I am a Masters student in computer science at the Interactive Robotics Lab, at Arizona State University, where I am fortunate to be advised by Heni Ben Amor. My work at ASU has been mostly focused around Reinforcement Learning, my thesis was at the cross-section of Model-Based and Distributional Reinforcement Learning.
Before joining ASU, I worked for Tesco, where I developed algorithms for capacitated vehicle routing problems operating in real-world for whole of UK and Ireland. I did my bachelors from PES University, Bangalore.
My goal is to move towards AGI, learn more about Reinforcement Learning algortihms and make them applicable to real-world problems.
Leveraging distributional reward formulations for model-based RL (thesis work) Spring 2021 code /
ppt /
thesis
Masters thesis work focused on making model-based reinforcement learning algorithms execute more
risk-averse actions and enable the learning to be more faster and stable. To achieve this, PDDM (a model-based RL algorithm) is provided with a distributional reward formulation as compared to the original scalar reward formulation. C-51 (distributional RL algorithm) is used to generate distributional reward formulations for every state-action pair.
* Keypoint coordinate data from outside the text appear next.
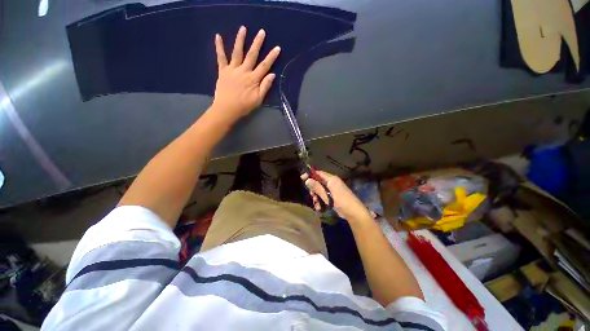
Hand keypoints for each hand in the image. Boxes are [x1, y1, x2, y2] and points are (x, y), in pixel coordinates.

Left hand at [210, 26, 280, 120]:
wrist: (227, 109)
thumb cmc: (244, 106)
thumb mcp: (258, 99)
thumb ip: (265, 86)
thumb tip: (272, 74)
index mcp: (253, 79)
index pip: (264, 66)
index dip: (271, 57)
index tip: (277, 48)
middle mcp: (244, 71)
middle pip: (252, 55)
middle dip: (257, 43)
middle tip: (261, 31)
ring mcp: (232, 69)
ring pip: (237, 52)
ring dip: (240, 40)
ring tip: (243, 28)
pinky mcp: (223, 71)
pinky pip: (221, 57)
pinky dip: (219, 47)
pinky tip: (218, 36)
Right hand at [302, 170, 372, 222]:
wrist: (354, 213)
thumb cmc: (341, 202)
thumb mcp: (327, 195)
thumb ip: (317, 187)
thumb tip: (307, 180)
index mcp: (331, 179)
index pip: (318, 173)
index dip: (310, 174)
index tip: (302, 178)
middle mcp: (332, 182)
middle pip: (318, 182)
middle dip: (313, 189)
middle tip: (311, 196)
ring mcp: (333, 189)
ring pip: (320, 190)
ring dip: (317, 197)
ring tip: (316, 204)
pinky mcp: (334, 196)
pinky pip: (324, 196)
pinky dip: (321, 201)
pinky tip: (319, 208)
Built a family of adaptive curvature methods for gradient-based stochastic optimization thorugh Experimentation with curvature matrix estimation and shrinkage methods for covariance matrices. These improve upon current 2nd order approximations based on Fisher or Gauss-Newton with adaptive stochastic gradient descent methods.
Using Max-Entropy Inverse Reinforcement Learning, trained an agent to learn various strategies for overtaking other cars via human demonstartions. This project was done as part of CSE-591('Advances in Robotics').
Trained a quadcopter to dribble a ball in air using platform attached to its back. Policy
gradient algorithms PPO, TRPO and VPG were used to train the agent and evaluate its performance for each of the methods. This project was done as an extra project for CSE-571('Artificial Intelligence')
Turtle bot navigation in ROS using Q-learning
Spring 2019
Trained a turtle bot in Gazebo/ROS using Q-Learning to navigate across a maze of objects without colliding. This project was done as part of CSE-571('Artifical Intelligence') course work.
Copella Sim: Created Lane changing grid-world env Spring 2019 code
Created a grid-world environment in Copella Sim to simulate a three lane road system. The goal of the simulator was to enable the agent in learning lane changing policies using inputs from an ultrasonic sensor. At each reset of the environment state, the agent and other cars were randomly positioned on the three lanes.
Copella Sim: Created air dribble quadcopter env Spring 2019 code
Using Copella Sim, created an environment simulating gravity and containing a quadcopter with platform attached at its back and a ball that initializes at a random distance on top of the quadcopter. The goal is to get the quadcopter to learn to balance iself with the platform attached and eventually dribble the ball on its platform. The reward was engineered to maximize the number of dribbles on quadcopter's platform without dropping the ball.
As part of CSE-515('Multimedia and Web Databases') created an Image based search engine using algorithms like Page rank, Personalized page rank, k-nearest neighbours, locality sensitive hashing for retrieving similar images from a dataset of 8900+ images belonging to 30 different categories.
Bitcoin price prediction Spring 2016
For the final year bachelors degree project, created a model to predict bitcoin pricing. Initially, a dataset was created from scraping 50+ sources including bitcoin news outlets, social media twitter tags, pricing of various commodities(gold, oil), game betting outlets, etc over a period of two years in the past. Using the cleaned dataset along with bitcoin pricing over the period, the number of sources were reduced to 30 after applying Principal Component Analysis and bitcoin pricing was predicted for next 60 days.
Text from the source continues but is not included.